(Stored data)
##############################

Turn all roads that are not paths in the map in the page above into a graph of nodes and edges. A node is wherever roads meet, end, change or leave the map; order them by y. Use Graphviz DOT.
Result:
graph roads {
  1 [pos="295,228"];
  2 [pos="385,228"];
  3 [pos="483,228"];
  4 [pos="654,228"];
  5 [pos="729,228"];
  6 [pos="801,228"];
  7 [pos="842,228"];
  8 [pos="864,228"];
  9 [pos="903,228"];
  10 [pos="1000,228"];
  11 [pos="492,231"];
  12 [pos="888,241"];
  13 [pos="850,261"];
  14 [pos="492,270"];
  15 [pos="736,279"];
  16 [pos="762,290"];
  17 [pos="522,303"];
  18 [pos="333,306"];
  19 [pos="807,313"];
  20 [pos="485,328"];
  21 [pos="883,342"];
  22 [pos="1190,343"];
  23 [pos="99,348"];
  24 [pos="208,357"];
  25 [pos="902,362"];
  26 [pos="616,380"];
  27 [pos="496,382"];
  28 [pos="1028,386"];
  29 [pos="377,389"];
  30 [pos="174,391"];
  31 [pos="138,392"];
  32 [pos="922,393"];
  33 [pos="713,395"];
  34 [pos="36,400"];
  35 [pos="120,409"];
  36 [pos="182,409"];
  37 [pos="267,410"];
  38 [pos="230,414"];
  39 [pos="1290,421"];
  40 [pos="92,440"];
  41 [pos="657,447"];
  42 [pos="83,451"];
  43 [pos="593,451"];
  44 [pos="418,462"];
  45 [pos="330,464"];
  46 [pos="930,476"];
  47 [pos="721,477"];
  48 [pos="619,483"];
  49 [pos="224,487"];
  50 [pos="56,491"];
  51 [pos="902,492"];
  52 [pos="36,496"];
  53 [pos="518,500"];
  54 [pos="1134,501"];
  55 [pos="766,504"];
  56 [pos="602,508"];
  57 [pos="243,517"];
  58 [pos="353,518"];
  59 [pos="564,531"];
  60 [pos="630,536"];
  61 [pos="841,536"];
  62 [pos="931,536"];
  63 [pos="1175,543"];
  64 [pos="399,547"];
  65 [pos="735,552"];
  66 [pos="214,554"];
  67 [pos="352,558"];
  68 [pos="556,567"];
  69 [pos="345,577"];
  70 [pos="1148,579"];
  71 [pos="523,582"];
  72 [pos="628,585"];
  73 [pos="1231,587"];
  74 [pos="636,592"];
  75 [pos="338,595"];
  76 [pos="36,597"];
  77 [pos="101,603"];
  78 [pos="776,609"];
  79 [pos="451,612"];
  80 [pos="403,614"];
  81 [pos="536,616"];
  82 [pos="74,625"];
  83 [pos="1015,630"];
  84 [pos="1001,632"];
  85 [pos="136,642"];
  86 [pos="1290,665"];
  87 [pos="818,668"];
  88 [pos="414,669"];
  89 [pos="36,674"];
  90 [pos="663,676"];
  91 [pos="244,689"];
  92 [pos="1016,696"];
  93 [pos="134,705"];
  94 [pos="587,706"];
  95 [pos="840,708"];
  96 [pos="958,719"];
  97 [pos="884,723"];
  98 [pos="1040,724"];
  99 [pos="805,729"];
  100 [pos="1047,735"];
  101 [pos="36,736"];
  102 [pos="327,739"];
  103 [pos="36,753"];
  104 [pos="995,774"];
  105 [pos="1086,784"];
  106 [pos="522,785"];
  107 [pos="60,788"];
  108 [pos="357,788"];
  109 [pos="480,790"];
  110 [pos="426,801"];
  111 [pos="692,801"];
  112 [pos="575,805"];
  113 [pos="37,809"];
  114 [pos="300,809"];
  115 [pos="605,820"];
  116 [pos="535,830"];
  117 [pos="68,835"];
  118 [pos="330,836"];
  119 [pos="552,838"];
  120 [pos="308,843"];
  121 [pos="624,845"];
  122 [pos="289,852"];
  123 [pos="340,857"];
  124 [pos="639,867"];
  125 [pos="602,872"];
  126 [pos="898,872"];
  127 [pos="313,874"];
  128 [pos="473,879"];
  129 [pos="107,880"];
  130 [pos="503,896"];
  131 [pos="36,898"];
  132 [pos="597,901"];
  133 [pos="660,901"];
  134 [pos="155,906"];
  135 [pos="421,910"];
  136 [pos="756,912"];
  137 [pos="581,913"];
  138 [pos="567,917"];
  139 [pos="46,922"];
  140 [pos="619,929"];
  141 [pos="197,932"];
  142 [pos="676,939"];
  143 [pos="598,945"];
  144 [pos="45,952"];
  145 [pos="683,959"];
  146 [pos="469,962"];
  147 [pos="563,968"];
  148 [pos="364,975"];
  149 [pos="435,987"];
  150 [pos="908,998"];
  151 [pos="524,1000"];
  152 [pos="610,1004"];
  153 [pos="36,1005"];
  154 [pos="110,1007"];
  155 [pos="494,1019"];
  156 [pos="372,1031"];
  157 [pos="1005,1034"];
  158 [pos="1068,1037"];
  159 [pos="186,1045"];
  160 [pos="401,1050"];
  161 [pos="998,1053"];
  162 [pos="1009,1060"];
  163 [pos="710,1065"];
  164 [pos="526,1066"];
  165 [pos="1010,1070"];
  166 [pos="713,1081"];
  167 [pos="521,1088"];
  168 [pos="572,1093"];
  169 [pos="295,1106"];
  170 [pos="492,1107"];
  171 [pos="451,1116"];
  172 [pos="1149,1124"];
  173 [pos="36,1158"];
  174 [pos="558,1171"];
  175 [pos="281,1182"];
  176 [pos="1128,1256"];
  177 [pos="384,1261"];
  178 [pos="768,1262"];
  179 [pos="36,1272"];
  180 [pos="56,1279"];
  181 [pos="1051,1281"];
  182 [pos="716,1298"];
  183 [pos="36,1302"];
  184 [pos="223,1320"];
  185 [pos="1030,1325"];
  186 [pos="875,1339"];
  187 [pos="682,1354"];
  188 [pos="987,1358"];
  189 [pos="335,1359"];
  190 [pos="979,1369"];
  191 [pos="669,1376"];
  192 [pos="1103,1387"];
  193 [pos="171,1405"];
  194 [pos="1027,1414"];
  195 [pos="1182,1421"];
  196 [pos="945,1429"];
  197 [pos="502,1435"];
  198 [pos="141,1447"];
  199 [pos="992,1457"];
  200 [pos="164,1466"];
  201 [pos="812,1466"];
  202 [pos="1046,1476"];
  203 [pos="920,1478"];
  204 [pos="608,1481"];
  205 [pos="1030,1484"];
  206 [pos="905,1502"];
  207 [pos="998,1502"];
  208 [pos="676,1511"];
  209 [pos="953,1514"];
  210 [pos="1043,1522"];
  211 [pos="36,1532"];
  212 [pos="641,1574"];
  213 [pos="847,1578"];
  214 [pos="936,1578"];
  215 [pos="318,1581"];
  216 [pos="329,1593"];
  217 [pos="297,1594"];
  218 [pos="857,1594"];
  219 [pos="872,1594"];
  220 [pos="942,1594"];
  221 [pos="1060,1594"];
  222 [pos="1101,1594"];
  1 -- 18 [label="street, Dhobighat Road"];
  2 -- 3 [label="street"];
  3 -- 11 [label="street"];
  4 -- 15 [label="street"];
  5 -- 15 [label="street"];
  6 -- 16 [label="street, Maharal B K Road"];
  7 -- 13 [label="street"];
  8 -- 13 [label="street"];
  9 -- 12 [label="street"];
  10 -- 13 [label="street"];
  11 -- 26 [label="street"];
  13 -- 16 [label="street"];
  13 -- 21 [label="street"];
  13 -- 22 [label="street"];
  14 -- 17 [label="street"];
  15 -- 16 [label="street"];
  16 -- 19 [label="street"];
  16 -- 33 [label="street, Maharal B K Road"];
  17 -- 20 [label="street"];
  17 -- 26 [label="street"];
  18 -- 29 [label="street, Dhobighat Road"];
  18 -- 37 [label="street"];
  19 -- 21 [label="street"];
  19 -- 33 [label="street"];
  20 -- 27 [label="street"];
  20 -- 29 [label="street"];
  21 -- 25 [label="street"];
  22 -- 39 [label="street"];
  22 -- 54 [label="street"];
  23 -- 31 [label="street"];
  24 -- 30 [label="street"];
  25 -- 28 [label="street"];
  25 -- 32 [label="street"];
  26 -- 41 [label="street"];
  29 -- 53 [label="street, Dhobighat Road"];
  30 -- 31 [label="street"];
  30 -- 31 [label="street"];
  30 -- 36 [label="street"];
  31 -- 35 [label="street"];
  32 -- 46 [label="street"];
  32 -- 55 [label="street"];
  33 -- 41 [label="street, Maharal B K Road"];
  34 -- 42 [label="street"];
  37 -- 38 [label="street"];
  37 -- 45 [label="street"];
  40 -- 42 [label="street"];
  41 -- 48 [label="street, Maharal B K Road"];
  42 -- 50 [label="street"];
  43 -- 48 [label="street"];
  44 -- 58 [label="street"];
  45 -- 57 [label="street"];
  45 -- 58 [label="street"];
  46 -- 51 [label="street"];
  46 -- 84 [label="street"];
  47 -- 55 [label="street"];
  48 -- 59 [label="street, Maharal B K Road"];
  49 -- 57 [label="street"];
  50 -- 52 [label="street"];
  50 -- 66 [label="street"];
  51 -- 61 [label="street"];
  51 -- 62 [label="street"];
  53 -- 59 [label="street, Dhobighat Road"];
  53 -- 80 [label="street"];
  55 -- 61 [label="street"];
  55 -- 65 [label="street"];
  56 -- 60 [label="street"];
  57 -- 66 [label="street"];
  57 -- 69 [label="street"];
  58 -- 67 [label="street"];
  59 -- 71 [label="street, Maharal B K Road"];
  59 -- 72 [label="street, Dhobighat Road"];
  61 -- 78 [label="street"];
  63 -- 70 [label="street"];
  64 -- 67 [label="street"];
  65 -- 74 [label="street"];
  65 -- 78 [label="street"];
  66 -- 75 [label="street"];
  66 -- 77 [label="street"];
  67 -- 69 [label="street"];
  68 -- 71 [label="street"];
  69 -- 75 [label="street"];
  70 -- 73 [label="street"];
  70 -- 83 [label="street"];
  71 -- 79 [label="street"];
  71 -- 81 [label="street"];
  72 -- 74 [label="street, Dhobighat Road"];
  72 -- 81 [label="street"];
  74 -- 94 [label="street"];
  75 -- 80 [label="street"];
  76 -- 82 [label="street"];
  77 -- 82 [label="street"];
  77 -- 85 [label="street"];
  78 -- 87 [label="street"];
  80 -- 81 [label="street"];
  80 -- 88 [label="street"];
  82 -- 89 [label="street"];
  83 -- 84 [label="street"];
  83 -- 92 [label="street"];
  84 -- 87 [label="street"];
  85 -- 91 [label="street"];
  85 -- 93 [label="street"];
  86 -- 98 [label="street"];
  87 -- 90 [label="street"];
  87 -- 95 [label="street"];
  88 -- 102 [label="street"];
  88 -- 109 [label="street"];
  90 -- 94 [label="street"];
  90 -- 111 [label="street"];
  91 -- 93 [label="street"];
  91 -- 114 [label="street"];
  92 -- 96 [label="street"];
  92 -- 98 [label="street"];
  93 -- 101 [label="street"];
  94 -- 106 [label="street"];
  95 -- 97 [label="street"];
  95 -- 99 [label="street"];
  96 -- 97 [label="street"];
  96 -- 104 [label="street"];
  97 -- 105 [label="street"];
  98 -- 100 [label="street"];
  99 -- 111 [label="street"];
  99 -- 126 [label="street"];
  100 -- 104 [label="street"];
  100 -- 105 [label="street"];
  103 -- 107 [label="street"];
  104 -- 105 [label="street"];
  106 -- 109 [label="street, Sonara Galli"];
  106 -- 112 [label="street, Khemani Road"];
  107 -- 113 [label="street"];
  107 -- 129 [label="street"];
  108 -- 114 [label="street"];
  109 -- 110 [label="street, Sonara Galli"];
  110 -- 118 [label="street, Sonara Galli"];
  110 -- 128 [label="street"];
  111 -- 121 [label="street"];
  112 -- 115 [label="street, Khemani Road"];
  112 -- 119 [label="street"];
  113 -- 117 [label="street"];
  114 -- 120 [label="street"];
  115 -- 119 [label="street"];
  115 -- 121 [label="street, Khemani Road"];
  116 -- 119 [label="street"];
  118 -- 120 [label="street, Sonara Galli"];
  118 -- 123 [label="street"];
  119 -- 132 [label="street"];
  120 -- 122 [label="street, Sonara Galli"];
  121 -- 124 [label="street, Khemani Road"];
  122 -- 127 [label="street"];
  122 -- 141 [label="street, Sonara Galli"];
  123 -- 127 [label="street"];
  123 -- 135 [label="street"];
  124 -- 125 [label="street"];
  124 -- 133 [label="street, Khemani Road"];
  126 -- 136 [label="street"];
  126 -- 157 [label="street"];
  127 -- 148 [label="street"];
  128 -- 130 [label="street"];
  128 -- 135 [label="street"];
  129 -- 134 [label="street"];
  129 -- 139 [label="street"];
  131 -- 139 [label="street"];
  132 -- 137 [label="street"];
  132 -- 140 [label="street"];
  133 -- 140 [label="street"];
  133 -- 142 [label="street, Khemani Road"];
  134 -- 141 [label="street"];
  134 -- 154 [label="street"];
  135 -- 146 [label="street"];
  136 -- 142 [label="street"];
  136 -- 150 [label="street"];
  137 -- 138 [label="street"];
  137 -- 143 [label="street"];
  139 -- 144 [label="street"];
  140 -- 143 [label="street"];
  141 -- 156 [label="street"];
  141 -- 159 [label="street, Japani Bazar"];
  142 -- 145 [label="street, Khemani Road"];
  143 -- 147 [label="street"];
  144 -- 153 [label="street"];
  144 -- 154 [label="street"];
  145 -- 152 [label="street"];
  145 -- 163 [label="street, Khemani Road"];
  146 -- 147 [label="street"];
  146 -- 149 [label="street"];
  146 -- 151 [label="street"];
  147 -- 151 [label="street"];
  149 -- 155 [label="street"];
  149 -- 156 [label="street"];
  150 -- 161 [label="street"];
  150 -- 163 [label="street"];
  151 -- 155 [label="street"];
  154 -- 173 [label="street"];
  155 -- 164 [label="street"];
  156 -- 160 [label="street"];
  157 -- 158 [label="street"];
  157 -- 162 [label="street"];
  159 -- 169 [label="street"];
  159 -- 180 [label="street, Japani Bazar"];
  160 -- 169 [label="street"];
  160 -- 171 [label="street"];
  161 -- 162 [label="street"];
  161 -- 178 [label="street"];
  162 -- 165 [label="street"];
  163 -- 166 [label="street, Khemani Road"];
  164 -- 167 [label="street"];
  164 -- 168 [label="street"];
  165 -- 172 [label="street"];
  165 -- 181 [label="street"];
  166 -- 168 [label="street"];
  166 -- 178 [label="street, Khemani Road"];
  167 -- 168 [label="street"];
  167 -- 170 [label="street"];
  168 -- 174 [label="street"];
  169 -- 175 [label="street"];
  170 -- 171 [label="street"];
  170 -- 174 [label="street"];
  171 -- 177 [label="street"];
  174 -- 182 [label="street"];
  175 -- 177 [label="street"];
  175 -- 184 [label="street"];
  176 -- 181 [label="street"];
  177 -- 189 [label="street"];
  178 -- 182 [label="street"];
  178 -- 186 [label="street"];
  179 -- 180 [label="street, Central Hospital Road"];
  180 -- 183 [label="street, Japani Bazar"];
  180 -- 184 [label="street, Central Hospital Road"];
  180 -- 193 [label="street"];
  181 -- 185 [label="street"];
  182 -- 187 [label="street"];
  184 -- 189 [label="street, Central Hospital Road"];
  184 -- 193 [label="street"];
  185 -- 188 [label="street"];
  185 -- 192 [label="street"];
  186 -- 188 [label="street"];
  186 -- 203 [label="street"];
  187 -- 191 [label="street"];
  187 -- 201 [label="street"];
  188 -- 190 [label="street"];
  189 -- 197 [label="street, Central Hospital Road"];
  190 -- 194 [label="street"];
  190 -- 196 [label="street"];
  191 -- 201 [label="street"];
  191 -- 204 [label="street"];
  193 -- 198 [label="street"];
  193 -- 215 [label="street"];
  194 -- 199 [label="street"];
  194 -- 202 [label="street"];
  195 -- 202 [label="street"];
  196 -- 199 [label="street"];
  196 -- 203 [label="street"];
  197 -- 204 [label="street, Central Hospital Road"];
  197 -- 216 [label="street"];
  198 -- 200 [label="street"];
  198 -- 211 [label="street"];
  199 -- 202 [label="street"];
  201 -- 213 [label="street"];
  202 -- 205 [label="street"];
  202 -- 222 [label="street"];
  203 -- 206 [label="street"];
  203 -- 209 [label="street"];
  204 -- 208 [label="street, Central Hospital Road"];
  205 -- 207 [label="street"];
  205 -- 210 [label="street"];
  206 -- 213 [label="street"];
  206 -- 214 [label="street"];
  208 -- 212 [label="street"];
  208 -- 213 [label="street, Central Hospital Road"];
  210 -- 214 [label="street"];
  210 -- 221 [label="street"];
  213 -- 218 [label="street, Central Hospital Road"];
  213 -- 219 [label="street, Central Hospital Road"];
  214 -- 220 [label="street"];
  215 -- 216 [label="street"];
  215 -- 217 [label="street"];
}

##############################

How many of the lines in the records include the word "Maharal"? Only the number should be given.

Response:
6